There is a considerable difference in the tax and national insurance liabilities between an individual caught by IR35, and another who falls outside the IR35 net.
In a nutshell, IR35 (the Intermediaries Legislation) was created in 2000 to clamp down on ‘disguised employment’; to prevent contractors and others who would typically be viewed as ’employed’ by HMRC from being taxed as if they were ‘self-employed’.
For example, a contractor might work for a large consultancy as a permanent employee one day, only to return the following day as a limited company contractor, enjoying the tax advantages of working via a company, despite working in exactly the same way as he did before. According to HMRC, he would be deemed a ‘disguised employee’.

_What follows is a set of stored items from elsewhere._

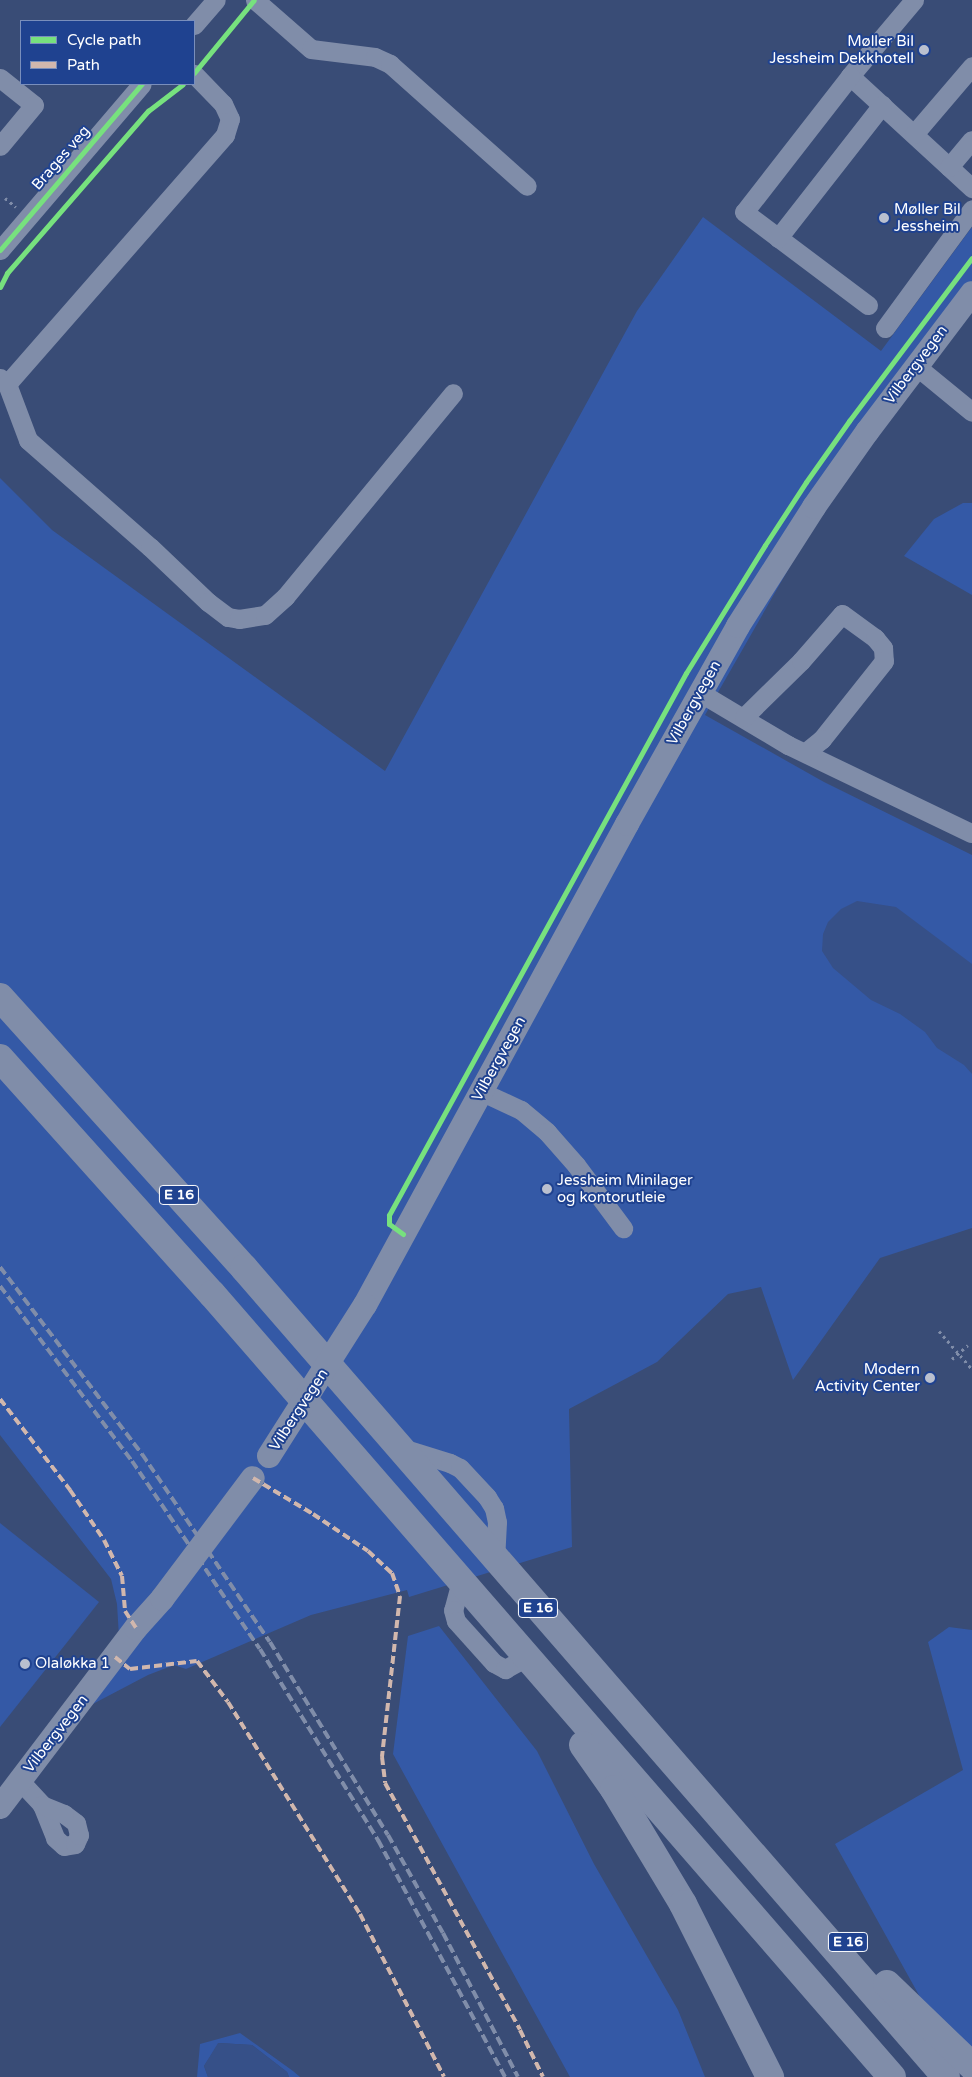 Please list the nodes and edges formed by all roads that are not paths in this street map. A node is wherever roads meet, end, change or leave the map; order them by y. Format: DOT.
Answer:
graph roads {
  1 [pos="216,0"];
  2 [pos="255,0"];
  3 [pos="914,0"];
  4 [pos="195,24"];
  5 [pos="972,66"];
  6 [pos="195,75"];
  7 [pos="850,76"];
  8 [pos="0,78"];
  9 [pos="141,85"];
  10 [pos="882,105"];
  11 [pos="914,134"];
  12 [pos="972,140"];
  13 [pos="0,146"];
  14 [pos="949,167"];
  15 [pos="526,186"];
  16 [pos="972,188"];
  17 [pos="972,209"];
  18 [pos="778,238"];
  19 [pos="0,250"];
  20 [pos="969,303"];
  21 [pos="868,306"];
  22 [pos="885,328"];
  23 [pos="916,366"];
  24 [pos="3,381"];
  25 [pos="453,393"];
  26 [pos="972,412"];
  27 [pos="699,692"];
  28 [pos="744,717"];
  29 [pos="806,752"];
  30 [pos="972,833"];
  31 [pos="0,997"];
  32 [pos="0,1058"];
  33 [pos="482,1092"];
  34 [pos="623,1228"];
  35 [pos="527,1657"];
  36 [pos="20,1781"];
  37 [pos="42,1806"];
  38 [pos="0,1807"];
  39 [pos="723,1821"];
  40 [pos="972,2066"];
  41 [pos="770,2077"];
  42 [pos="892,2077"];
  43 [pos="946,2077"];
  1 -- 4 [label="street"];
  2 -- 15 [label="street"];
  3 -- 7 [label="street"];
  5 -- 11 [label="street"];
  6 -- 24 [label="street"];
  7 -- 10 [label="street"];
  7 -- 18 [label="street"];
  8 -- 13 [label="street"];
  9 -- 19 [label="street, Brages veg"];
  10 -- 11 [label="street"];
  10 -- 18 [label="street"];
  11 -- 14 [label="street"];
  12 -- 14 [label="street"];
  14 -- 16 [label="street"];
  17 -- 22 [label="street"];
  18 -- 21 [label="street"];
  20 -- 23 [label="main road, Vilbergvegen"];
  23 -- 26 [label="street"];
  23 -- 27 [label="main road, Vilbergvegen"];
  24 -- 25 [label="street"];
  27 -- 28 [label="street"];
  27 -- 33 [label="main road, Vilbergvegen"];
  28 -- 29 [label="street"];
  28 -- 29 [label="street"];
  29 -- 30 [label="street"];
  31 -- 39 [label="highway, E 16"];
  32 -- 35 [label="highway, E 16"];
  33 -- 34 [label="street"];
  33 -- 36 [label="main road, Vilbergvegen, bridge"];
  35 -- 41 [label="highway, E 16"];
  35 -- 42 [label="highway, E 16"];
  36 -- 37 [label="street"];
  36 -- 38 [label="main road, Vilbergvegen"];
  39 -- 40 [label="highway, E 16"];
  39 -- 43 [label="highway, E 16"];
}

A professional contractor who works via his own limited company and whose contracts fall outside IR35 would typically draw down a small salary (often attracting no PAYE tax or National Insurance liabilities) and derive the majority of his earnings in the form of company dividends.
No NICs are payable on dividends, and although dividend tax rates rose significantly in 2016, there remains a tax advantage to working via a company compared to being an employee.

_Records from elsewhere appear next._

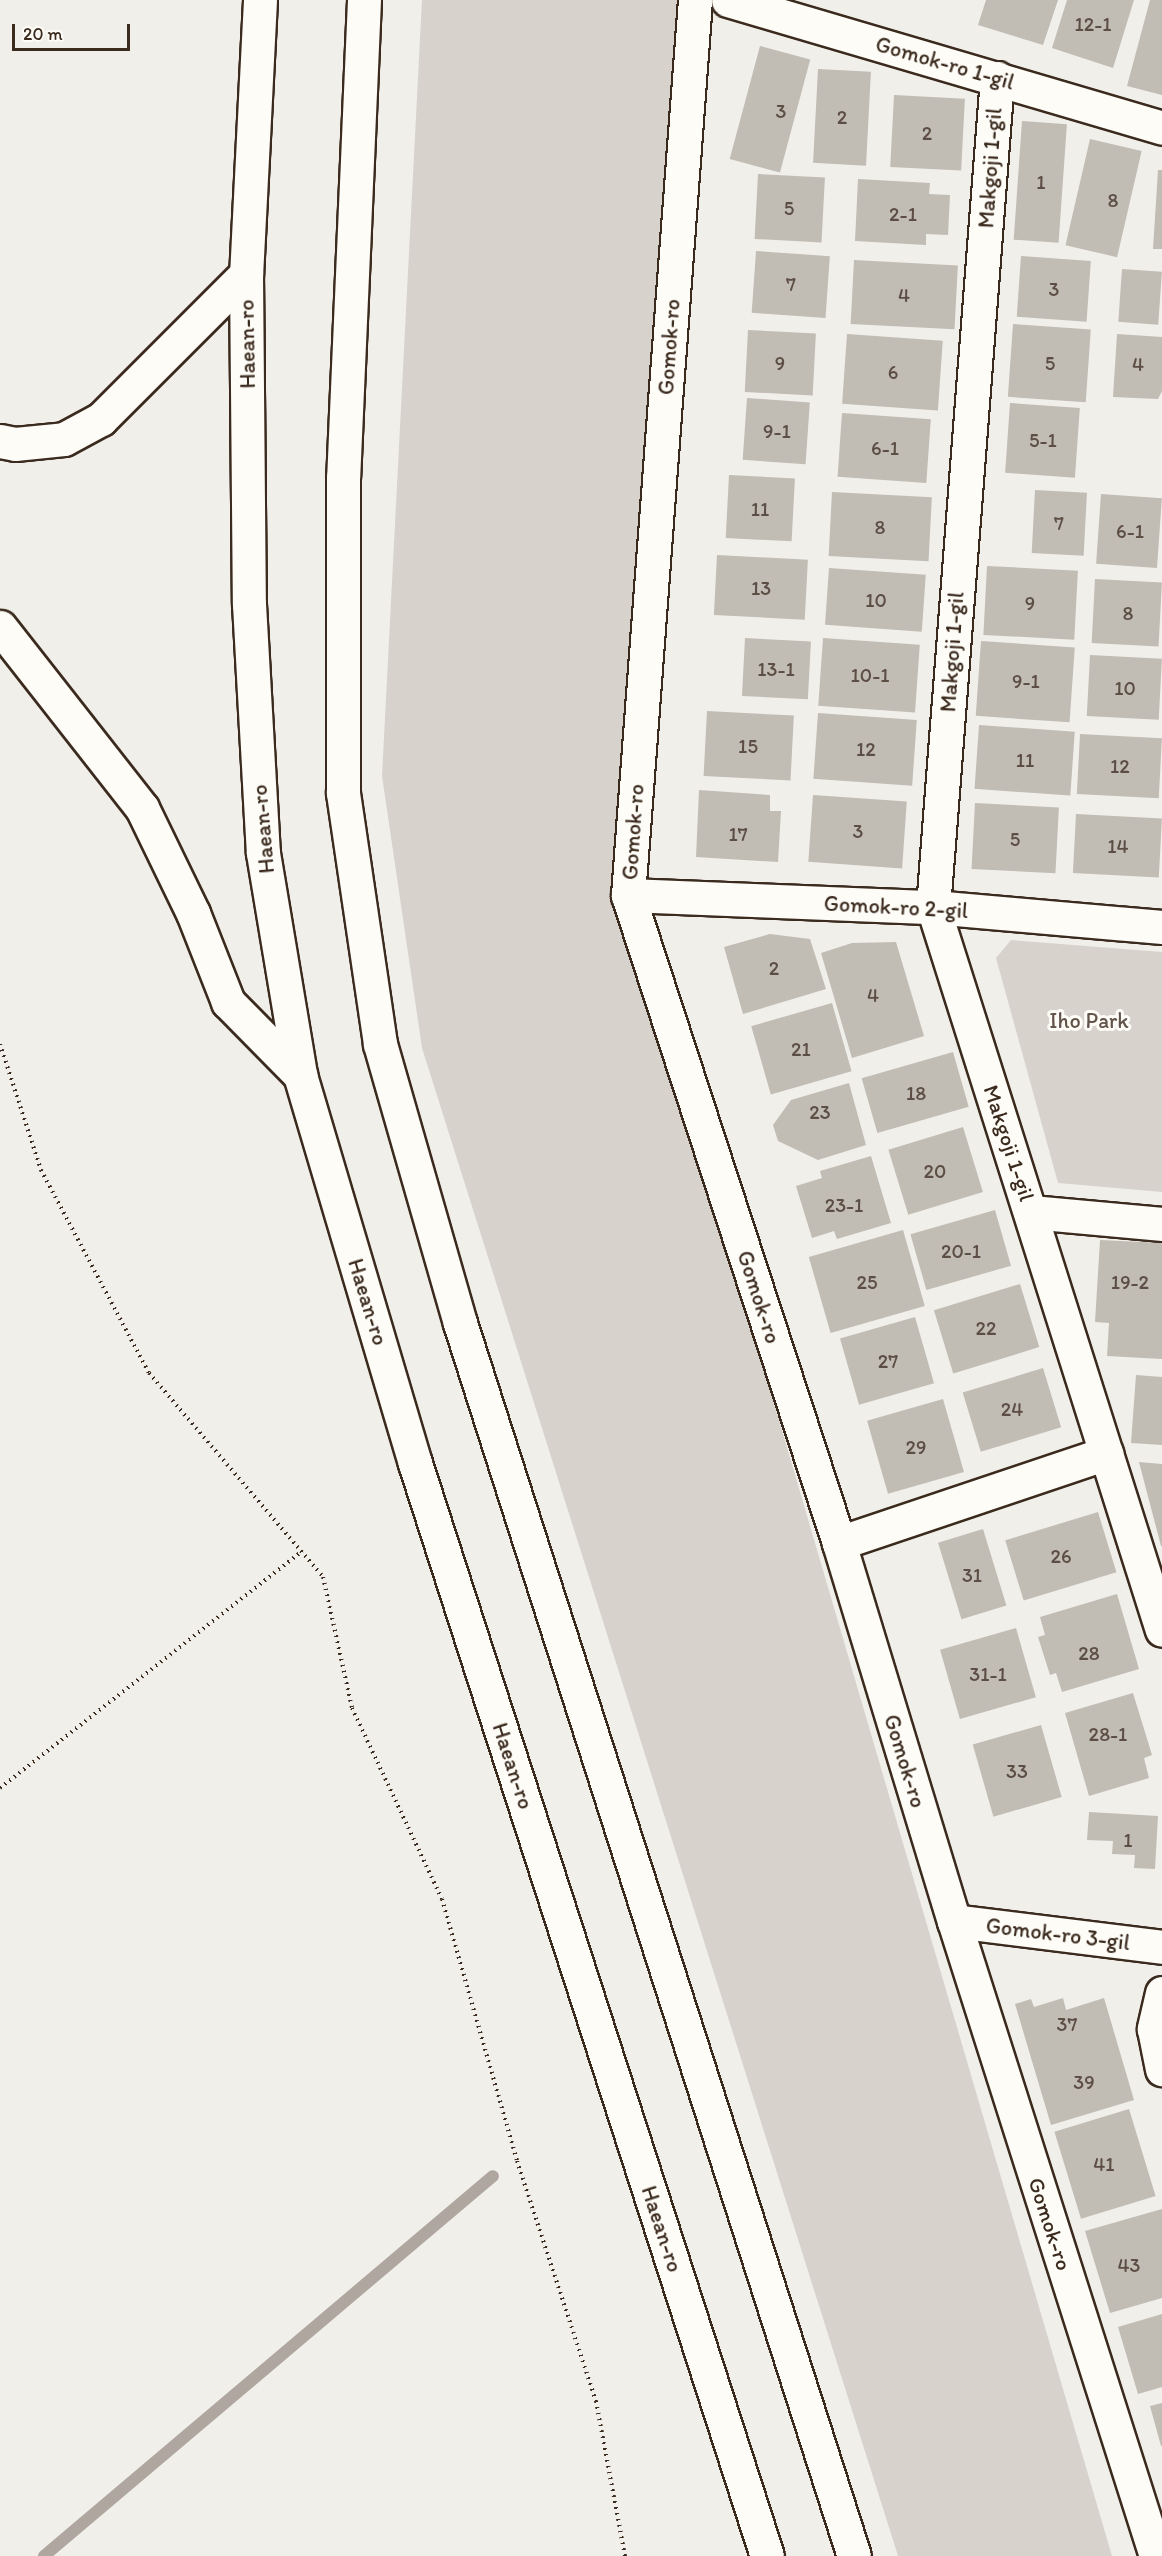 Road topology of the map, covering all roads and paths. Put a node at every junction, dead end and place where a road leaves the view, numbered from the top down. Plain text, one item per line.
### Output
1 (260, 0) edge
2 (364, 0) edge
3 (695, 0) edge
4 (728, 0) edge
5 (997, 78) junction
6 (1162, 128) edge
7 (246, 274) junction
8 (0, 441) edge
9 (0, 627) edge
10 (628, 896) junction
11 (933, 907) junction
12 (1162, 927) edge
13 (0, 1044) edge
14 (300, 1075) junction
15 (1031, 1212) junction
16 (1162, 1224) edge
17 (1106, 1453) junction
18 (838, 1543) junction
19 (302, 1551) junction
20 (1162, 1630) edge
21 (0, 1788) edge
22 (954, 1921) junction
23 (1162, 1947) edge
24 (1162, 1993) edge
25 (1162, 2069) edge
26 (625, 2556) edge
27 (767, 2556) edge
28 (854, 2556) edge
29 (1156, 2556) edge

1 - 7 main road, Haean-ro
2 - 28 main road
3 - 10 main road, Gomok-ro
4 - 5 main road, Gomok-ro 1-gil
5 - 6 main road, Gomok-ro 1-gil
5 - 11 main road, Makgoji 1-gil
7 - 8 main road
7 - 14 main road, Haean-ro
9 - 14 main road
10 - 11 main road, Gomok-ro 2-gil
10 - 18 main road, Gomok-ro
11 - 12 main road, Gomok-ro 2-gil
11 - 15 main road, Makgoji 1-gil
13 - 19 path
14 - 27 main road, Haean-ro
15 - 16 main road, Makgoji 1-gil
15 - 17 main road, Makgoji 1-gil
17 - 18 main road
17 - 20 main road, Makgoji 1-gil
18 - 22 main road, Gomok-ro
19 - 21 path
19 - 26 path
22 - 23 main road, Gomok-ro 3-gil
22 - 29 main road, Gomok-ro
24 - 25 main road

There are also several tax planning options open to company owners, not employees; such as the ability to divide company shares with a spouse to reduce higher rate tax liabilities, and the opportunity to delay drawing down funds until a future tax year.
Naturally, company owners do not have any of the perks associated with standard employment. The tax advantage they enjoy will often cover the cost of things like insurance, accountancy fees, training, and so on.
On the other hand, a contractor whose contracts fall within IR35 will receive income in the form of a ‘deemed payment‘. He will have to pay income tax and national insurance contributions on the entire amount.
In addition, people caught by IR35 are granted a 5% expense allowance to cover the costs of running a limited company. They can also claim for standard ‘Section 198’ expenses such as pension contributions and business insurance costs.
Unfortunately, this allowance is not available if you work for a public sector body (from April 2017 onwards), or a private sector organisation (from April 2021 onwards).
All limited company contractors should calculate their Corporation Tax and VAT liabilities in the normal way, regardless of whether they are caught by IR35 or not.
What is the financial impact in real terms?
There is a sizeable difference in the take-home pay of contractors inside and outside IR35.
According to the IR35 calculator on our partner site, ITContracting, if you are a contractor earning £400 per day, you will be around £7,500 worse off if your contract work is caught by IR35.
If you’re earning £750 per day, the difference is over £9,500.
These calculations contain various assumptions (e.g. you work for 44 weeks each year).
The vast majority of this tax gap is accounted for by the taxation of dividends. Dividends do not attract National Insurance Contributions, whereas salaries do. The gap has closed by several thousand pounds per year since the introduction of a new dividend tax regime in April 2016, but the difference remains a significant one.
For obvious reasons, you should always seek professional advice before signing a contract, and ensure that both your contracts and working practices both demonstrate that you fall outside the IR35 net.